§ Work instruction:
Pictures are to be omitted, and every entry below is to be restated exactly.

Stored items:
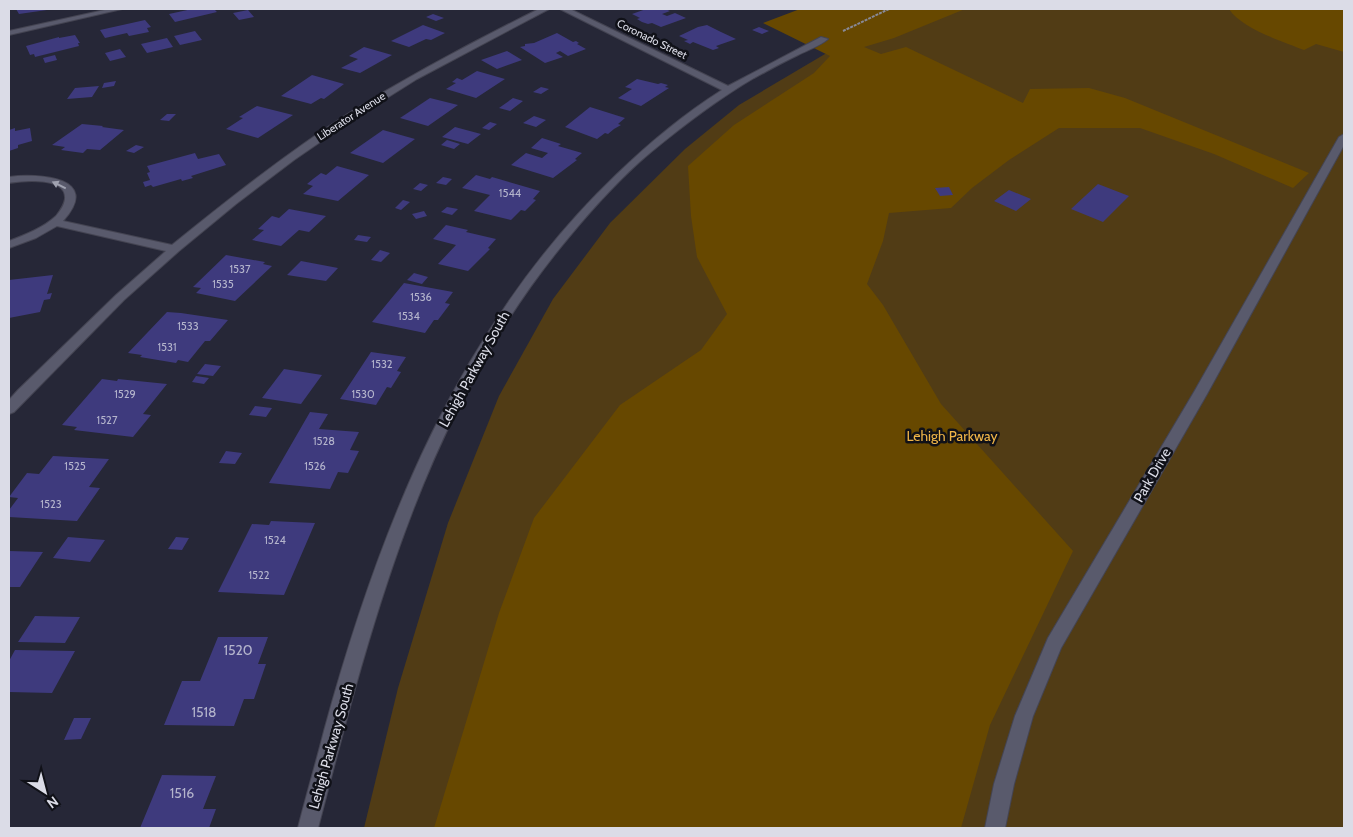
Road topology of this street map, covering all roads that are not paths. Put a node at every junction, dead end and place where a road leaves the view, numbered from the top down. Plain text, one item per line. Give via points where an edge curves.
1 (118, 9) edge
2 (545, 9) edge
3 (564, 9) edge
4 (9, 33) edge
5 (824, 39) road end
6 (729, 90) junction
7 (1344, 137) edge
8 (9, 180) edge
9 (55, 222) junction
10 (9, 245) edge
11 (174, 249) junction
12 (9, 409) edge
13 (308, 828) edge
14 (995, 828) edge

1 - 4 street
2 - 11 street, Liberator Avenue via 440,61 380,96 282,163
3 - 6 street, Coronado Street
5 - 6 street, Lehigh Parkway South
6 - 13 street, Lehigh Parkway South via 667,133 586,208 546,255 474,363 438,430 403,510 370,606
7 - 14 street, Park Drive via 1200,394 1054,644 1024,716
9 -> 8 street via 71,199 68,190 59,183 44,179
9 - 10 street via 35,235
9 - 11 street
11 - 12 street, Liberator Avenue via 97,319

§ Result for this task:
Road topology of this street map, covering all roads that are not paths. Put a node at every junction, dead end and place where a road leaves the view, numbered from the top down. Plain text, one item per line. Give via points where an edge curves.
1 (118, 9) edge
2 (545, 9) edge
3 (564, 9) edge
4 (9, 33) edge
5 (824, 39) road end
6 (729, 90) junction
7 (1344, 137) edge
8 (9, 180) edge
9 (55, 222) junction
10 (9, 245) edge
11 (174, 249) junction
12 (9, 409) edge
13 (308, 828) edge
14 (995, 828) edge

1 - 4 street
2 - 11 street, Liberator Avenue via 440,61 380,96 282,163
3 - 6 street, Coronado Street
5 - 6 street, Lehigh Parkway South
6 - 13 street, Lehigh Parkway South via 667,133 586,208 546,255 474,363 438,430 403,510 370,606
7 - 14 street, Park Drive via 1200,394 1054,644 1024,716
9 -> 8 street via 71,199 68,190 59,183 44,179
9 - 10 street via 35,235
9 - 11 street
11 - 12 street, Liberator Avenue via 97,319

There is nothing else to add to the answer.